Give me your tired, your poor….

“Give me your tired, your poor, Your huddled masses yearning to breathe free, The wretched refuse of your teeming shore. Send these, the homeless, tempest-tossed, to me: I lift my lamp beside the golden door.”  With these words, the poet Emma Lazarus summarizes the meaning of the green lady that sits in a harbor not too far from my desk.

I remember learning about the great statue in grade school.  The idea that we were a melting pot of people intrigued me, and the subsequent journeys into our heritage that this brought about was always interesting.  I figured out the percentages.  I was a German/English/Scots-Irish mutt of sorts, with some confusion over my religious heritage (not all of my history is WASPish).  My friends had more interesting backgrounds, causing me to grab the globe in search of their ancestry.

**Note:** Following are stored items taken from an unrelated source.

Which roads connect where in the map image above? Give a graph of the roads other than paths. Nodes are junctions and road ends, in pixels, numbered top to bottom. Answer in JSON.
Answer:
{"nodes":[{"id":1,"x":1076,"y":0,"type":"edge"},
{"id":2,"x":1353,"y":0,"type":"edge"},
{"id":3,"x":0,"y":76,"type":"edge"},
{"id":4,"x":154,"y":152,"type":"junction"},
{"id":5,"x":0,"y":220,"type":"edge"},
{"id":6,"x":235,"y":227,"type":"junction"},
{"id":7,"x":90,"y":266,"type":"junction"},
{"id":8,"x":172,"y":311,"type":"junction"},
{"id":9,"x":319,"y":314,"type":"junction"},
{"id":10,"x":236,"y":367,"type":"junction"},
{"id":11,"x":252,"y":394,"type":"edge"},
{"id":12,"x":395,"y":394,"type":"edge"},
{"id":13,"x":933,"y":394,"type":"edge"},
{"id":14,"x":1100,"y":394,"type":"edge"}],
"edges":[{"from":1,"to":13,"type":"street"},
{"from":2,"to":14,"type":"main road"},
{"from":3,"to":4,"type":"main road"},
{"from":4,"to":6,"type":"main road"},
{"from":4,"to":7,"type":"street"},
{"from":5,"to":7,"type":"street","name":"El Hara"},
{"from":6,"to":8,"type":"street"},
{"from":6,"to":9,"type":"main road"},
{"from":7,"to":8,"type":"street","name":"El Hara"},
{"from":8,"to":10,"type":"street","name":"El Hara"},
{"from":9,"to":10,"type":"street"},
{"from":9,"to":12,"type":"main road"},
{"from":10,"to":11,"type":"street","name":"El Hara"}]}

Something changed, however.  I honestly don’t think our nation would put the same poem in the same place at this point in our history.  Or, if we did, it would be with the addendum: “as long as they look like us”.  I realize the melting-pot metaphor no longer works, we’re not nearly as heterogeneous as we were when Liberty was raised, but our greatness as a nation is dependent upon all being melted together, is it?

The debate over Immigration reform has some resonance with the debate on race.  If we were to draw a Venn-diagram, the overlapping portion could well be labeled fear.  So much of our suppositions about immigrants (documented and otherwise) are not found in fact, but rather, come from either the unknown… or the known.  The latter is the most concerning.  It is the narcissistic tendency to make our own experience the only truth that exists.

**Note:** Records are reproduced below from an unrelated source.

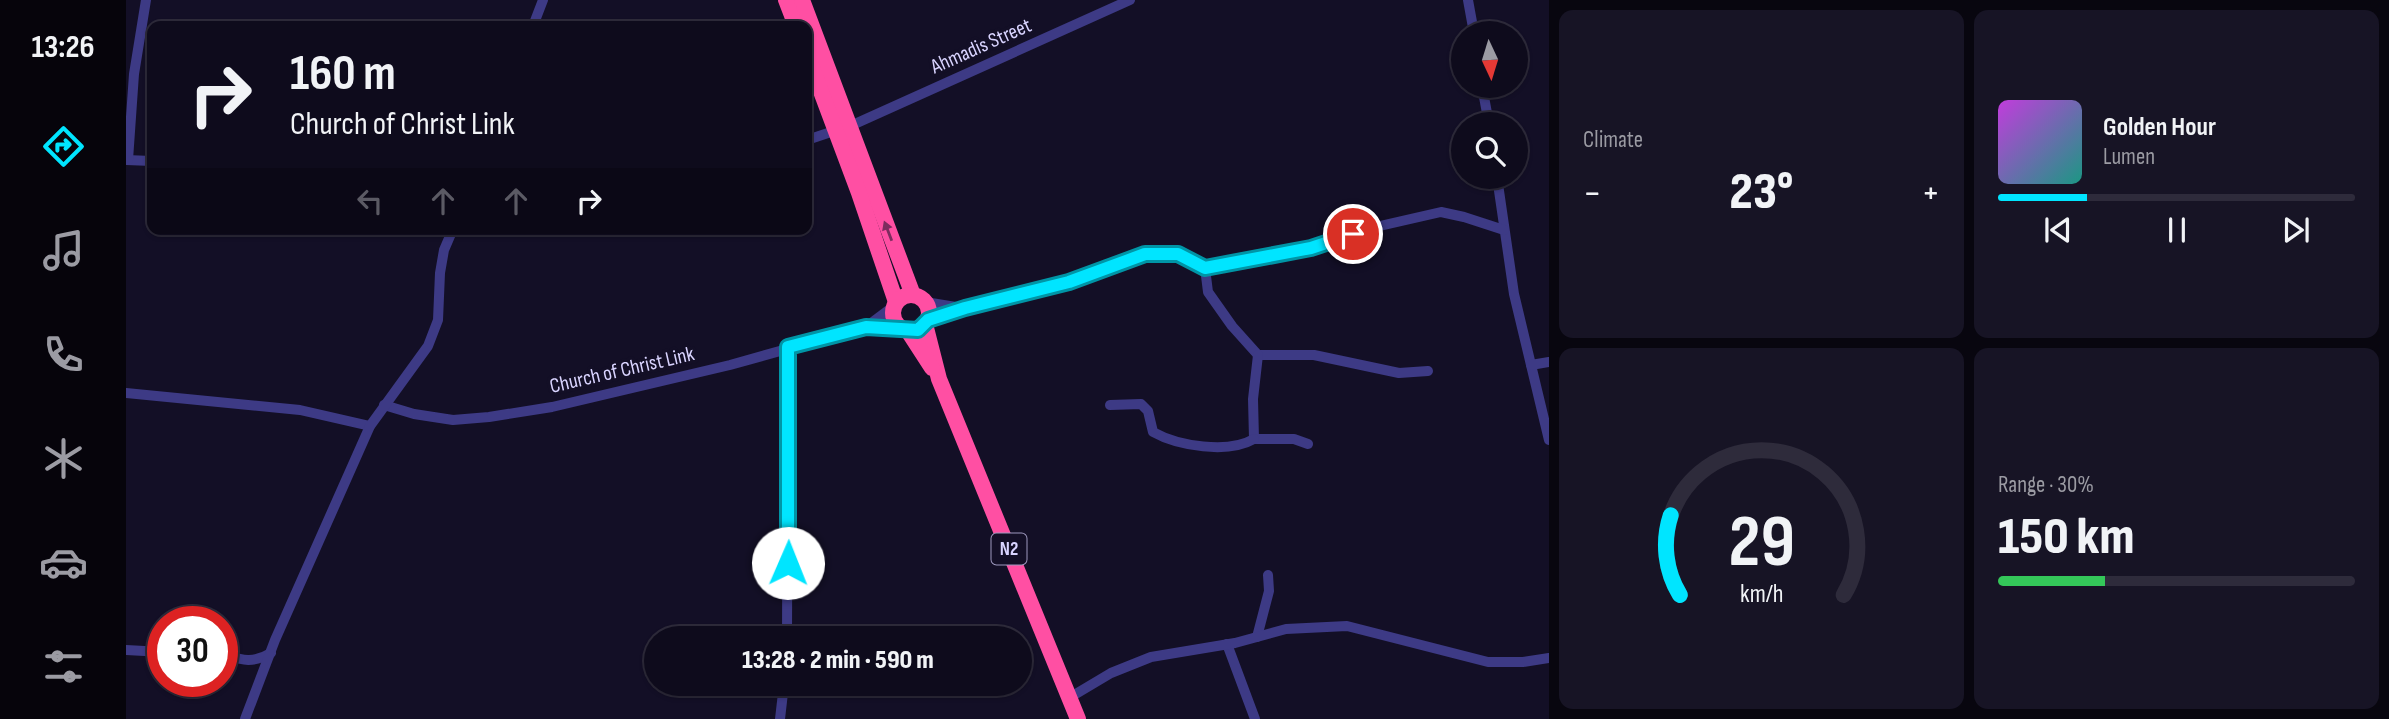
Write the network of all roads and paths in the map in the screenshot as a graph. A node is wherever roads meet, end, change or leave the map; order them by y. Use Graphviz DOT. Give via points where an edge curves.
graph roads {
  1 [pos="146,0"];
  2 [pos="543,0"];
  3 [pos="786,0"];
  4 [pos="802,0"];
  5 [pos="1130,0"];
  6 [pos="1468,0"];
  7 [pos="535,21"];
  8 [pos="794,21"];
  9 [pos="809,21"];
  10 [pos="1472,21"];
  11 [pos="812,31"];
  12 [pos="812,64"];
  13 [pos="843,129"];
  14 [pos="812,138"];
  15 [pos="127,160"];
  16 [pos="147,161"];
  17 [pos="1499,189"];
  18 [pos="1504,230"];
  19 [pos="450,235"];
  20 [pos="1205,268"];
  21 [pos="919,298"];
  22 [pos="895,304"];
  23 [pos="965,308"];
  24 [pos="926,322"];
  25 [pos="866,327"];
  26 [pos="904,329"];
  27 [pos="788,347"];
  28 [pos="1258,355"];
  29 [pos="1549,362"];
  30 [pos="1531,365"];
  31 [pos="1428,370"];
  32 [pos="939,379"];
  33 [pos="126,393"];
  34 [pos="384,405"];
  35 [pos="1110,405"];
  36 [pos="370,426"];
  37 [pos="1254,439"];
  38 [pos="1549,440"];
  39 [pos="1308,444"];
  40 [pos="1268,575"];
  41 [pos="787,626"];
  42 [pos="1257,637"];
  43 [pos="1227,644"];
  44 [pos="126,650"];
  45 [pos="147,651"];
  46 [pos="271,653"];
  47 [pos="238,658"];
  48 [pos="1549,658"];
  49 [pos="783,696"];
  50 [pos="1069,698"];
  51 [pos="245,719"];
  52 [pos="780,719"];
  53 [pos="1078,719"];
  54 [pos="1255,719"];
  1 -- 15 [label="street"];
  2 -- 7 [label="street"];
  3 -- 8 [label="highway"];
  4 -- 9 [label="highway"];
  5 -- 13 [label="street, Ahmadis Street"];
  6 -- 10 [label="street"];
  11 -- 13 [label="highway"];
  12 -- 13 [label="highway"];
  13 -- 14 [label="street, Ahmadis Street"];
  21 -- 13 [label="highway, one-way"];
  13 -- 22 [label="highway"];
  15 -- 16 [label="street"];
  17 -- 18 [label="street"];
  18 -- 20 [label="street" via="1441,212 1311,248"];
  18 -- 30 [label="street"];
  19 -- 34 [label="street" via="440,273 438,320 428,346"];
  20 -- 23 [label="street" via="1178,254 1145,254 1069,282"];
  20 -- 28 [label="street" via="1208,292"];
  21 -- 22 [label="highway" via="904,296"];
  21 -- 23 [label="street"];
  21 -- 24 [label="highway" via="929,311"];
  22 -- 25 [label="street, Church of Christ Link"];
  22 -- 26 [label="highway" via="894,320"];
  23 -- 24 [label="street"];
  24 -- 26 [label="highway" via="918,330"];
  24 -- 32 [label="highway, N2"];
  25 -- 26 [label="street, Church of Christ Link"];
  25 -- 27 [label="street, Church of Christ Link"];
  26 -- 32 [label="highway, N2"];
  27 -- 34 [label="street, Church of Christ Link" via="552,407 489,417 453,420"];
  27 -- 41 [label="street"];
  28 -- 31 [label="street" via="1314,355 1399,373"];
  28 -- 37 [label="street"];
  29 -- 30 [label="street"];
  30 -- 38 [label="street"];
  32 -- 50 [label="highway, N2"];
  33 -- 36 [label="street" via="300,410"];
  34 -- 36 [label="street"];
  35 -- 37 [label="street" via="1141,404 1148,411 1153,432 1186,444 1234,447"];
  36 -- 46 [label="street"];
  37 -- 39 [label="street" via="1294,439"];
  40 -- 42 [label="street" via="1269,591"];
  42 -- 43 [label="street"];
  42 -- 48 [label="street" via="1286,629 1347,626 1488,662"];
  43 -- 50 [label="street" via="1151,656"];
  43 -- 54 [label="street"];
  44 -- 45 [label="street"];
  46 -- 47 [label="street" via="259,660"];
  46 -- 51 [label="street"];
  49 -- 52 [label="street"];
  50 -- 53 [label="highway, N2"];
}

“I knew a girl from Pakistan once and she was lazy”.  Therefore, we generalize our own experience.  “All girls from Pakistan are lazy” is the conclusion we come to.

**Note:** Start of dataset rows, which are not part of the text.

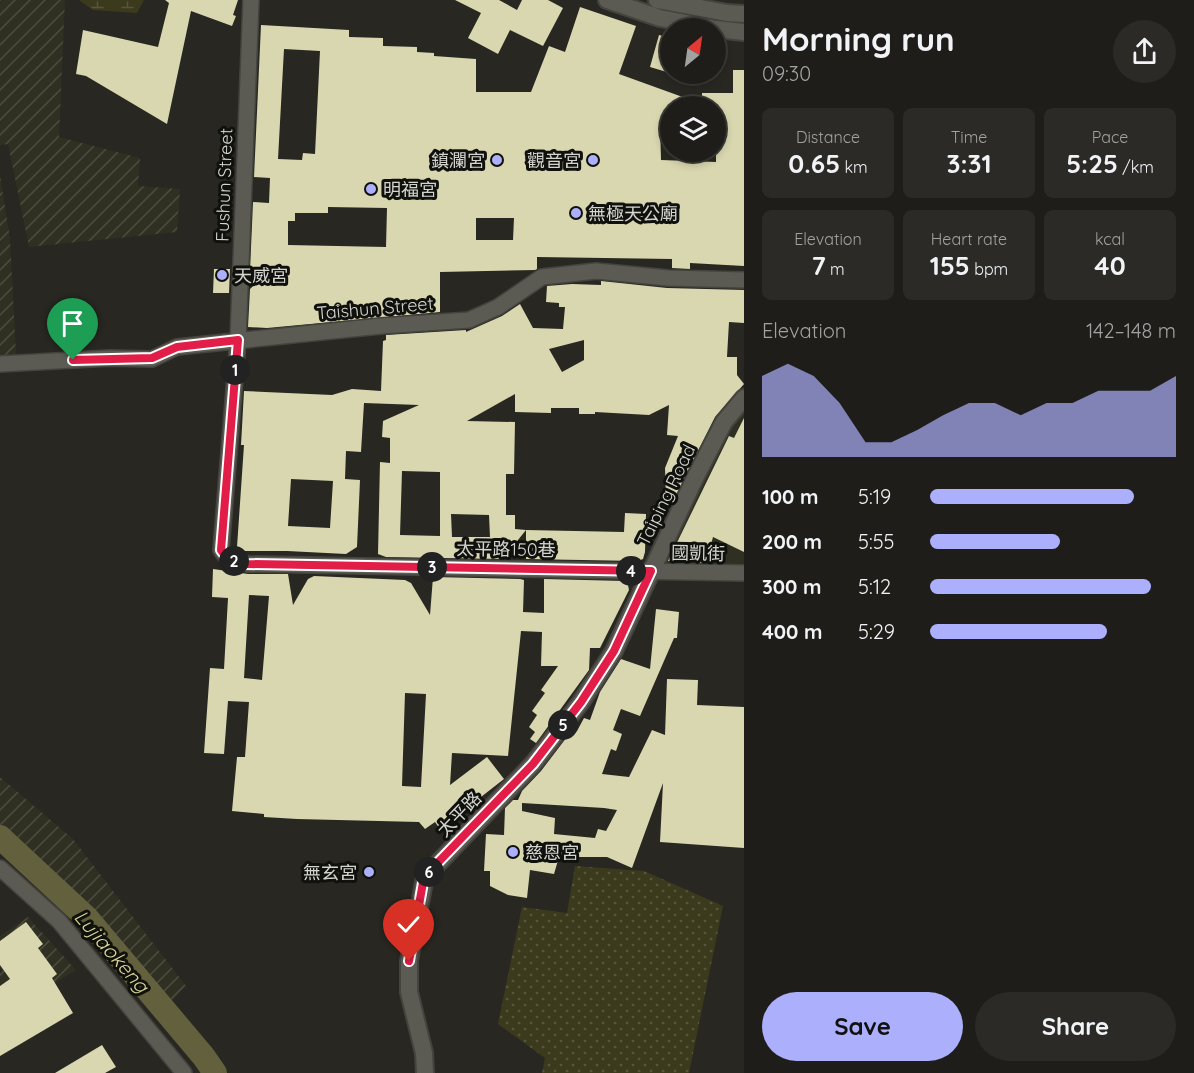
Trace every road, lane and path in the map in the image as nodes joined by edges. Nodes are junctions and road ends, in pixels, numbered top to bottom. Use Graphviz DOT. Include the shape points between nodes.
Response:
graph roads {
  1 [pos="251,0"];
  2 [pos="607,0"];
  3 [pos="657,0"];
  4 [pos="744,14"];
  5 [pos="660,18"];
  6 [pos="726,30"];
  7 [pos="744,32"];
  8 [pos="744,280"];
  9 [pos="238,340"];
  10 [pos="0,364"];
  11 [pos="744,398"];
  12 [pos="221,550"];
  13 [pos="651,571"];
  14 [pos="744,573"];
  15 [pos="0,868"];
  16 [pos="184,1073"];
  17 [pos="425,1073"];
  1 -- 9 [label="street, Fushun Street"];
  2 -- 5 [label="street"];
  3 -- 4 [label="street"];
  6 -- 7 [label="street"];
  8 -- 9 [label="street, Taishun Street" via="596,271 542,277 498,307 469,320"];
  9 -- 10 [label="street, Taishun Street" via="177,347 152,358"];
  9 -- 12 [label="street, Fushun Street"];
  11 -- 13 [label="street, Taiping Road" via="724,422"];
  12 -- 13 [label="street, 太平路150巷" via="231,561 248,564"];
  13 -- 14 [label="street, 國凱街"];
  13 -- 17 [label="street, 太平路" via="614,651 581,702 533,764 424,877 409,961 409,992"];
  15 -- 16 [label="street" via="59,921"];
}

The problem is, my experience of girls from Pakistan is different than yours.  Where is the truth?

When it comes to understanding a large number of experiences (and not just our own) it helps to turn to the statistics.  (And yes, I’m familiar with Mark Twain, statistics, and damn lies).  Even though numbers can be tweaked and interpreted, they do offer something to hold on to in the realm of pure experience and opinion.  Consensus amongst Economists is leaning heavily towards the understanding that immigration HELPS the American economy (more people buy more things…. meaning we need to make more things… meaning more jobs, etc.).  Does this negate your experience?  No.  It simply means your experience is not universal.

As the church, our responsibility is to remember that God’s children come in different colors and speak different languages.  All are welcome at the Table.  Jesus’ family knew what it was like to flee persecution to another land…. and one of the great acts that we can do is to welcome the stranger in our midst.

The above quote by Emma Lazarus is at the end of her poem.  We rarely hear the beginning which sets the context.  Not only do we open our arms wide to those who come broken and with nothing, we do so as an act of defiance.  We say, as we open our arms, we ARE different.  If I were ever to move towards nationalism, it would be on this point.  Keep ancient lands, your storied pomp!  These huddled masses, and who we are with them in our midst defines our very spirit as a nation.  We are greater than the sum of all of these.

Not like the brazen giant of Greek fame, with conquering limbs astride from land to land;

Here at our sea-washed, sunset gates shall stand a mighty woman with a torch,

Whose flame is the imprisoned lightning, and her name Mother of Exiles.

From her beacon-hand glows world-wide welcome;

Her mild eyes command the air-bridged harbor that twin cities frame.

“Keep ancient lands, your storied pomp!” cries she with silent lips.

“Give me your tired, your poor, your huddled masses yearning to breathe free, the wretched refuse of your teeming shore. 

Send these, the homeless, tempest-tossed to me, I lift my lamp beside the golden door!”